How did ancient Greeks care for their nutrition and bodies? How did they address the issue of public health? What would an athlete do if he got injured 2.500 years ago? Were there any surgical tools? How did they use opium and other pharmaceutical substances and herbs?
From the dawn of its existence, humanity has strived to improve all aspects of living conditions. Achieving and maintaining good health, seeking to understand the causes of diseases and, mainly, searching for solutions to fight and treat illnesses have been a primary concern and interest throughout all periods of civilization.
The Museum of Cycladic Art presented the major archaeological exhibition Hygieia: Health, Illness and Treatment from Homer to Galen, focusing on the universal subject of Health, providing an overview of the evolution of ancient medical practices: the transition from magico-religious healing practices to rational, scientific medicine. The exhibition presented approximately 300 artifacts with the participation of 41 international museums, including the Louvre, the British Museum, the National Archaeological Museum of Athens, the Musei Capitolini.
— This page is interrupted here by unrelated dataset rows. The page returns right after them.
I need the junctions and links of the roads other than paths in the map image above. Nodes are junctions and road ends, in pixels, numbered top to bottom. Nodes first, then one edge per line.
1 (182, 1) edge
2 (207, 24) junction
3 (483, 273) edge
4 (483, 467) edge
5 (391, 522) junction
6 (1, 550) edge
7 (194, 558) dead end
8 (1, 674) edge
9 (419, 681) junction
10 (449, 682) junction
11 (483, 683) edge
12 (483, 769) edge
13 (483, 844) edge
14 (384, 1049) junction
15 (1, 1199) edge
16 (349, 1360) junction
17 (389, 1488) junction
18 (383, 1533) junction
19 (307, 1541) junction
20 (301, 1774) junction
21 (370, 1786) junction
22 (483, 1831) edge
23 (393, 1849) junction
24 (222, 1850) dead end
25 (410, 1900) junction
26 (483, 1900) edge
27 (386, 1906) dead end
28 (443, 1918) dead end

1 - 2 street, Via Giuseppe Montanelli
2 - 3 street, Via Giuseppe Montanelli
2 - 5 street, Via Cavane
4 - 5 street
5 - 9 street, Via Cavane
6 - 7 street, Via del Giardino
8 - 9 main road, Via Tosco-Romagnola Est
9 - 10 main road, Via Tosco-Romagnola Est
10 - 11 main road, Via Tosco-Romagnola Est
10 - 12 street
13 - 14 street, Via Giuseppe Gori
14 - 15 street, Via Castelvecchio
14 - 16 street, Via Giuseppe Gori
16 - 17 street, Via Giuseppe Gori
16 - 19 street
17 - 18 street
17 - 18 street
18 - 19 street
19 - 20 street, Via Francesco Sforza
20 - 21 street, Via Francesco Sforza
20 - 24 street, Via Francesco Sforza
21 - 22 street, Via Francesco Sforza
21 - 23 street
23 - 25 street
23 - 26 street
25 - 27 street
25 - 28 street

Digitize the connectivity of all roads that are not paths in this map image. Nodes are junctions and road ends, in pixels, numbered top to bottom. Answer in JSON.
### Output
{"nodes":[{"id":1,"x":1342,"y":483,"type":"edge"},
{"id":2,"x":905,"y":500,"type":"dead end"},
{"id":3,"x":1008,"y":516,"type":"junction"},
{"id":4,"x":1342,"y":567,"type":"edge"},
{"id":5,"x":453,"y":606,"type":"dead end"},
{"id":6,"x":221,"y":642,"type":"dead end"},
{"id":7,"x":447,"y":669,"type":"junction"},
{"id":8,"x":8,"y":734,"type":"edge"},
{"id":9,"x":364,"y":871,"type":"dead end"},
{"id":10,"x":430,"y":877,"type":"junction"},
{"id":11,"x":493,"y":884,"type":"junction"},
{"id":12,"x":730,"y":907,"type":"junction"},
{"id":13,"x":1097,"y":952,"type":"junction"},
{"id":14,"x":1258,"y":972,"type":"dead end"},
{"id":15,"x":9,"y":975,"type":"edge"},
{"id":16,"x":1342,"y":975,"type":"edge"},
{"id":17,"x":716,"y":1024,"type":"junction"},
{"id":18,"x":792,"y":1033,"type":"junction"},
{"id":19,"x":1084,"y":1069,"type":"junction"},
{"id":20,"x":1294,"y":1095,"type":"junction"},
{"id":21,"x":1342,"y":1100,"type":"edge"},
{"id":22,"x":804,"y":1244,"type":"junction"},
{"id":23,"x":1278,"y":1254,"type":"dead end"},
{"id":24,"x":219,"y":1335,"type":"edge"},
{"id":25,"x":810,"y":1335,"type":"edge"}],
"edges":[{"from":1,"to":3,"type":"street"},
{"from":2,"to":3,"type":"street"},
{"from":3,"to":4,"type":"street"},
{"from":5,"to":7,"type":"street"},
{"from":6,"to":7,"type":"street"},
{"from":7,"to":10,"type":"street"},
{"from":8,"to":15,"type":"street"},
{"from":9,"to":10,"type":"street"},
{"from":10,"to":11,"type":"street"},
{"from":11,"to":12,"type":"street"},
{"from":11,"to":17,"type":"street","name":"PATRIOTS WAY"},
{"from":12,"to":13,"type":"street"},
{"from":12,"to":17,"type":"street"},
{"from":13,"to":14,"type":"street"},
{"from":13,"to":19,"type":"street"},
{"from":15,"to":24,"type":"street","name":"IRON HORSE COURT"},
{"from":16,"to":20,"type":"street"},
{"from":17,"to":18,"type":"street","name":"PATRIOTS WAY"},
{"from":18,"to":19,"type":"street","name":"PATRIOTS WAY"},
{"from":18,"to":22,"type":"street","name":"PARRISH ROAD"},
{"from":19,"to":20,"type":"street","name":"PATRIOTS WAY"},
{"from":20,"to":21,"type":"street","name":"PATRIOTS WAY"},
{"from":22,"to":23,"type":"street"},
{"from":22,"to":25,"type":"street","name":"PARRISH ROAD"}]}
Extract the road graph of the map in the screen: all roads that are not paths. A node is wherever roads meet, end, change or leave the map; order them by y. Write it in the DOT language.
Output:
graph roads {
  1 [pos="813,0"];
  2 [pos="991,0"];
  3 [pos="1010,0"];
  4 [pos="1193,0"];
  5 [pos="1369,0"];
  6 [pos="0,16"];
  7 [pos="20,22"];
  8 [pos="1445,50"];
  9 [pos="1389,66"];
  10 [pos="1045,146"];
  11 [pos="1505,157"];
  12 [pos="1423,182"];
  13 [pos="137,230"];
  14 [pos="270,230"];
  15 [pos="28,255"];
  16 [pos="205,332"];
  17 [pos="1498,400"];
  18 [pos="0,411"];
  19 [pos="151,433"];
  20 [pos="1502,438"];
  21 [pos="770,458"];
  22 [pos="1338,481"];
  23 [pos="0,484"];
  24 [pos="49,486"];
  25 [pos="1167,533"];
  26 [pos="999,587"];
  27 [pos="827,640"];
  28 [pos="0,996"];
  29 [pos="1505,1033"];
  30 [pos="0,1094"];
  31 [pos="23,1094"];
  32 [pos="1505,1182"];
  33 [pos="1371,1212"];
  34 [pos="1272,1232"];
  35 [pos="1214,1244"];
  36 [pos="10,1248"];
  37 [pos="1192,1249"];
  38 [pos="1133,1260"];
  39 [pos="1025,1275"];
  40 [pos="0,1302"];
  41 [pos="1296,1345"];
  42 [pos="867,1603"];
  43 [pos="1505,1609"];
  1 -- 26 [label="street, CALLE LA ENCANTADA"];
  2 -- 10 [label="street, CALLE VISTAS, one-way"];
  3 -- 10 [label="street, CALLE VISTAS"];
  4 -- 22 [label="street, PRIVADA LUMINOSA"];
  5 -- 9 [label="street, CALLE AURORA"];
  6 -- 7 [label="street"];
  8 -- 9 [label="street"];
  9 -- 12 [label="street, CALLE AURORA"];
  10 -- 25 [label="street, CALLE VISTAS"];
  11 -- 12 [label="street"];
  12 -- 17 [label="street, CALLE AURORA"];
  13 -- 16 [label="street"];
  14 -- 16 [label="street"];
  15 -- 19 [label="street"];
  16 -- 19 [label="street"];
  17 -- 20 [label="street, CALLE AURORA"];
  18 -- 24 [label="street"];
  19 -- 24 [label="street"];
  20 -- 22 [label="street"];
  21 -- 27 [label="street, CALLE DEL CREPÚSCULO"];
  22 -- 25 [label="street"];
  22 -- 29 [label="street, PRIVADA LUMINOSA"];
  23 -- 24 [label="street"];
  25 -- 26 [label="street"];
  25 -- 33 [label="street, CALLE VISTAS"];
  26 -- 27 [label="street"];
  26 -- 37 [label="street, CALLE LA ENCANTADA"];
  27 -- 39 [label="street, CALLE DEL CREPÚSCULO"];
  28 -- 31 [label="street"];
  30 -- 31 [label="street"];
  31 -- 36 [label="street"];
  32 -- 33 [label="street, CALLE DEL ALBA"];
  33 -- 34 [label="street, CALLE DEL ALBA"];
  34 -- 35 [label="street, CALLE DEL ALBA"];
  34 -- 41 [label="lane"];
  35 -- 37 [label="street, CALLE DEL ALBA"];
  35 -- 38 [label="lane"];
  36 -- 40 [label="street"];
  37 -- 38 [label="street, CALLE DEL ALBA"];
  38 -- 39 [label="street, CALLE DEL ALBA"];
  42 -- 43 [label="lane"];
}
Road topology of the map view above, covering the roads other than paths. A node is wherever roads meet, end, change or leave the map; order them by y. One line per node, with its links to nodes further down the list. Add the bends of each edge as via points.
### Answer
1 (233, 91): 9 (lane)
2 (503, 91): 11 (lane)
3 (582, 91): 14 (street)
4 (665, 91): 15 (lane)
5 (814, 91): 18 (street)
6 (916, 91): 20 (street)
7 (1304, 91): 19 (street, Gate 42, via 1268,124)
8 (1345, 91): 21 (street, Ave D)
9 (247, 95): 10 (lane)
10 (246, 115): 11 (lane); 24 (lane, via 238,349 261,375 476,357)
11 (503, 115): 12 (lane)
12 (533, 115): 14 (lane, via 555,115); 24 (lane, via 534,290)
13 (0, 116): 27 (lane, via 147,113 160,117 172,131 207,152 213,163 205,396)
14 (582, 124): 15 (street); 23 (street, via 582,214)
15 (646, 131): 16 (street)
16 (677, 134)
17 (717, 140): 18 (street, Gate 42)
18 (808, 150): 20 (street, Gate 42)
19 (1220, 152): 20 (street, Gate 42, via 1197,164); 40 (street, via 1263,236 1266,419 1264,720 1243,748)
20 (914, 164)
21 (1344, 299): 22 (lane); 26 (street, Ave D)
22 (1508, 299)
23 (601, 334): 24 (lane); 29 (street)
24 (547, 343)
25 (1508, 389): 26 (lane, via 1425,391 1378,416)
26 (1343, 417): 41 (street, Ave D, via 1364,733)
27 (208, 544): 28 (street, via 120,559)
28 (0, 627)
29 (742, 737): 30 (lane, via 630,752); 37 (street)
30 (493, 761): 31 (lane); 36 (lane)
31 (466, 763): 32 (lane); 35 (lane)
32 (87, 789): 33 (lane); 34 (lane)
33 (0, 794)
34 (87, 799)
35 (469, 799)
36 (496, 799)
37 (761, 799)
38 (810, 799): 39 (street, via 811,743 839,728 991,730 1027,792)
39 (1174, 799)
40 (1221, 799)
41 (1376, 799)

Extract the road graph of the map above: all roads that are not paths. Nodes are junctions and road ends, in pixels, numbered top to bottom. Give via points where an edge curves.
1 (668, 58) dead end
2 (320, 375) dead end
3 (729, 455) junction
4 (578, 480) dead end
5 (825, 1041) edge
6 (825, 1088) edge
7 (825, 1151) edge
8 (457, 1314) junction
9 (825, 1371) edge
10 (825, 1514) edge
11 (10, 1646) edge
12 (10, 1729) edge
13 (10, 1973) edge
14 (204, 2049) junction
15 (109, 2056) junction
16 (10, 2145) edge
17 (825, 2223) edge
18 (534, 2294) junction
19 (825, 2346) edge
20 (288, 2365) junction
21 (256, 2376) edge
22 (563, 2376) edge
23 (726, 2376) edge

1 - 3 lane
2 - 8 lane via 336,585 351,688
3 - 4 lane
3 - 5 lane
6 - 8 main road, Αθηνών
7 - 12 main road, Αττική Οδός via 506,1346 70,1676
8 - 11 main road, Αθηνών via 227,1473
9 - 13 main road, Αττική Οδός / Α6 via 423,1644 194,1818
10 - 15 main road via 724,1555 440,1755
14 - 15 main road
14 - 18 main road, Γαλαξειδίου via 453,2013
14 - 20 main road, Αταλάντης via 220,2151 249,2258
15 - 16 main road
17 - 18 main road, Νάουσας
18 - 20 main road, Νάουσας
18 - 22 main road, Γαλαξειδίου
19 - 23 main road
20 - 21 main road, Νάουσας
Our earliest literary sources for the history of Greek medicine are the epic works of Homer which clearly reveal that the Greeks of the Heroic Age linked sickness and disease with the supernatural, regarding them as manifestations of the wrath of the gods. To appease the gods, they employed prayers, purifications, animal sacrifices etc. Even the idea of health (Hygieia) was personified as a wonderful goddess usually accompanied by a snake, the symbol of therapy.
By the late 6th century BC, however, philosophy came to exercise a powerful influence upon the development of medicine. Hippocrates and the classical Greeks were the first to evolve rational systems of medicine free from magical and religious elements, realizing that maintaining good health and fighting disease depend on natural causes.